+++ INPUT RECORDS +++
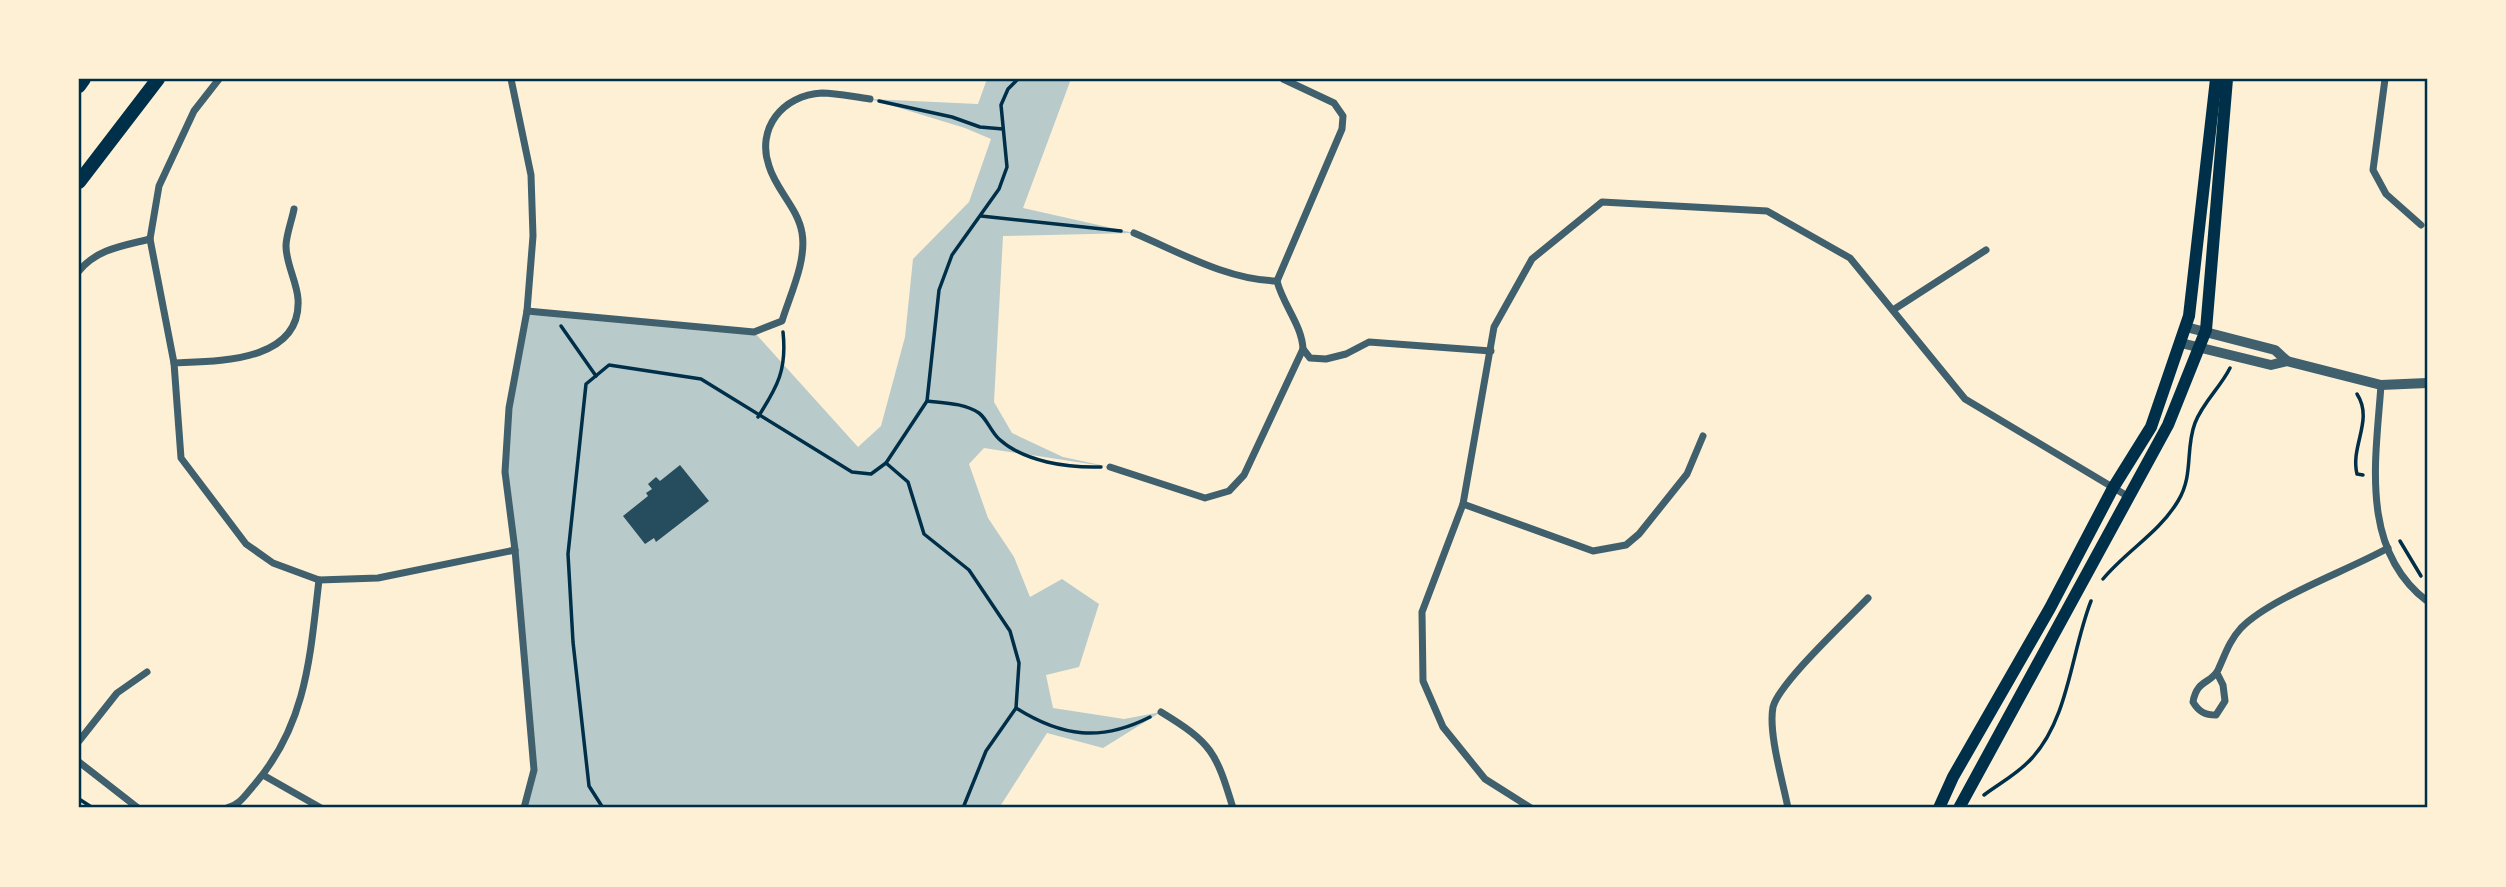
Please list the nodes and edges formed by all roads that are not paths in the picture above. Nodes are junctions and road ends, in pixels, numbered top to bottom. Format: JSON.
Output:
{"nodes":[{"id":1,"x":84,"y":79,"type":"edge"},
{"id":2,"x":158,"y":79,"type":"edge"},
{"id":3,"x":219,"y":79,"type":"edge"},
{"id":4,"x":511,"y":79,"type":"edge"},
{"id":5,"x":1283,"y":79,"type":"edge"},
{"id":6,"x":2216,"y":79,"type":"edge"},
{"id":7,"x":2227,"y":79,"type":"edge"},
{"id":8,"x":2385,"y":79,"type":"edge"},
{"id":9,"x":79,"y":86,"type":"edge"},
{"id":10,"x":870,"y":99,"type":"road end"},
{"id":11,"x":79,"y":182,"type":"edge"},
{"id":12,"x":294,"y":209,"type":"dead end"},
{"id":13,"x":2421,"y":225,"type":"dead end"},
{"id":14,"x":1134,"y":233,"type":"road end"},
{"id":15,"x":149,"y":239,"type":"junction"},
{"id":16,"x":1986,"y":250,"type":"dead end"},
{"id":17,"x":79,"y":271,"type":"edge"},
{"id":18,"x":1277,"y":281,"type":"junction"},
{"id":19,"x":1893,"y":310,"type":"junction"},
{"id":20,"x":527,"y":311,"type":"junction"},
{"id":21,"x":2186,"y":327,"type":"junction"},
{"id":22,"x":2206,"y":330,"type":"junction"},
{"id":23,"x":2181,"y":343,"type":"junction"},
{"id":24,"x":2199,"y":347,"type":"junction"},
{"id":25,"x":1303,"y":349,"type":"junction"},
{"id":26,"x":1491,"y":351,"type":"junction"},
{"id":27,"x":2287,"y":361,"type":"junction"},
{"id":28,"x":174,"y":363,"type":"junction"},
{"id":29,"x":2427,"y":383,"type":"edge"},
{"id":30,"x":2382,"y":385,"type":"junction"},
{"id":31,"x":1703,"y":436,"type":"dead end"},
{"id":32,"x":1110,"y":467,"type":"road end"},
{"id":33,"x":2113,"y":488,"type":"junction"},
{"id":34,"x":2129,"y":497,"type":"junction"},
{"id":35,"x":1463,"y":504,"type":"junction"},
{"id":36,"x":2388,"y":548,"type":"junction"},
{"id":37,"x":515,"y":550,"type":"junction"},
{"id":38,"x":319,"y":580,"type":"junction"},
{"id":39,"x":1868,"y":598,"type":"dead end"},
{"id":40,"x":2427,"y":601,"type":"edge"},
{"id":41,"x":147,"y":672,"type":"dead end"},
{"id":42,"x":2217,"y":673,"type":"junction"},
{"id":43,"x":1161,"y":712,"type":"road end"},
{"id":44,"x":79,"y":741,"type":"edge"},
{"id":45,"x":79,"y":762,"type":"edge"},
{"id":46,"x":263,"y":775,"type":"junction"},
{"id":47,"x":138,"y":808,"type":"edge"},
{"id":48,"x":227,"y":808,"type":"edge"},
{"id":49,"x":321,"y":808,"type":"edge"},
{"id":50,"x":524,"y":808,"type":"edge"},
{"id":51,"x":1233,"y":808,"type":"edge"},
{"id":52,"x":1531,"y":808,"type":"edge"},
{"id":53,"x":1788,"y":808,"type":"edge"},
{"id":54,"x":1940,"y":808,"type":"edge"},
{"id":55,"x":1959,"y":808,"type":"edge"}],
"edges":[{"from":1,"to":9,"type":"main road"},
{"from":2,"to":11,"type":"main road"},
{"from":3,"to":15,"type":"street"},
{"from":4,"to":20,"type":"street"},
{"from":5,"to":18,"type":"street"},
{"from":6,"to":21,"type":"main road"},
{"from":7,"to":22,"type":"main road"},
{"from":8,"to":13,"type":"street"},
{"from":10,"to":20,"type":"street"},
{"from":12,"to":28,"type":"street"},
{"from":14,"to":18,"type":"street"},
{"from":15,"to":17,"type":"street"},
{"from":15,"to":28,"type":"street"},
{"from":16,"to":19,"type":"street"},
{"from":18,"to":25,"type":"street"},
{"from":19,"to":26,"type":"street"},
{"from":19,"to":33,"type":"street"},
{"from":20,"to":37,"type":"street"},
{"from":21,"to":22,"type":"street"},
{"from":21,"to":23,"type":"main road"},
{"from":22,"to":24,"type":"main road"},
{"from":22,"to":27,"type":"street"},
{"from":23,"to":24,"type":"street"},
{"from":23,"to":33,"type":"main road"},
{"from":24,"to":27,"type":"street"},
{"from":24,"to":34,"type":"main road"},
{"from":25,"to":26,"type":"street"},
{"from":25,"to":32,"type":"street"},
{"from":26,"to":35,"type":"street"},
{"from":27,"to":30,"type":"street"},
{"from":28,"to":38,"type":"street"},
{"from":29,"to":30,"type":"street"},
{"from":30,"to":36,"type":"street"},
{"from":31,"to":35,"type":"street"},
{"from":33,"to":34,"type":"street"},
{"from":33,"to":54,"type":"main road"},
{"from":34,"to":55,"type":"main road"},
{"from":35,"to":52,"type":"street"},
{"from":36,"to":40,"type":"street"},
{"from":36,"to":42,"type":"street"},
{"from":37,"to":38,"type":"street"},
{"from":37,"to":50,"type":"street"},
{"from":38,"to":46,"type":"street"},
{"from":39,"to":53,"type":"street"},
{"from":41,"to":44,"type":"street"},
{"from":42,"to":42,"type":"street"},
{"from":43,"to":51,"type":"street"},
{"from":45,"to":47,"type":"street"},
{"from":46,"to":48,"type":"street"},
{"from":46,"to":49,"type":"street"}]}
+++
+++ INPUT RECORDS +++
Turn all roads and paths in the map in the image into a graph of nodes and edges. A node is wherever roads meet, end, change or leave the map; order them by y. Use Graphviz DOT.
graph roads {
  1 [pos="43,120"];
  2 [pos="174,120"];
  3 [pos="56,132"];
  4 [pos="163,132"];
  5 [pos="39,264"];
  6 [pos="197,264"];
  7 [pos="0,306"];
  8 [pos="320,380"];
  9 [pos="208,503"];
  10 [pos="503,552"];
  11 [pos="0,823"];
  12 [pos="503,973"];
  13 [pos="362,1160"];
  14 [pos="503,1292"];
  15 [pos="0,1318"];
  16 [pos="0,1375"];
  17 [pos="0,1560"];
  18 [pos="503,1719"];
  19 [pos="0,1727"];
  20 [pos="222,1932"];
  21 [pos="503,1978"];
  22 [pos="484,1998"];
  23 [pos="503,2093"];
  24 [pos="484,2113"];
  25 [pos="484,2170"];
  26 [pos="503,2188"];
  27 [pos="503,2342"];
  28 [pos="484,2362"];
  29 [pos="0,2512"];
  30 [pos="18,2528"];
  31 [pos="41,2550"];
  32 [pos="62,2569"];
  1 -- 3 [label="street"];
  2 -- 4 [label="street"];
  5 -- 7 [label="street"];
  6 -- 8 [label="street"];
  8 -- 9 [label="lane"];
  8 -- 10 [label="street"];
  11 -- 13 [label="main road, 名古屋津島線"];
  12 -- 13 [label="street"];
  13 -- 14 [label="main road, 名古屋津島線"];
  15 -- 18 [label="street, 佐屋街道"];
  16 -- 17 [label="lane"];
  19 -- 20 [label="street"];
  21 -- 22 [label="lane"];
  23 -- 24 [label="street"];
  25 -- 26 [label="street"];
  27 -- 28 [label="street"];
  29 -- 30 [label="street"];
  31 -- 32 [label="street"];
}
+++
**DESCRIPTION OF THE TASK**
Using the data above, copy each line that contains "graph".

**RESULT OF THIS EXERCISE**
Turn all roads and paths in the map in the image into a graph of nodes and edges. A node is wherever roads meet, end, change or leave the map; order them by y. Use Graphviz DOT.
graph roads {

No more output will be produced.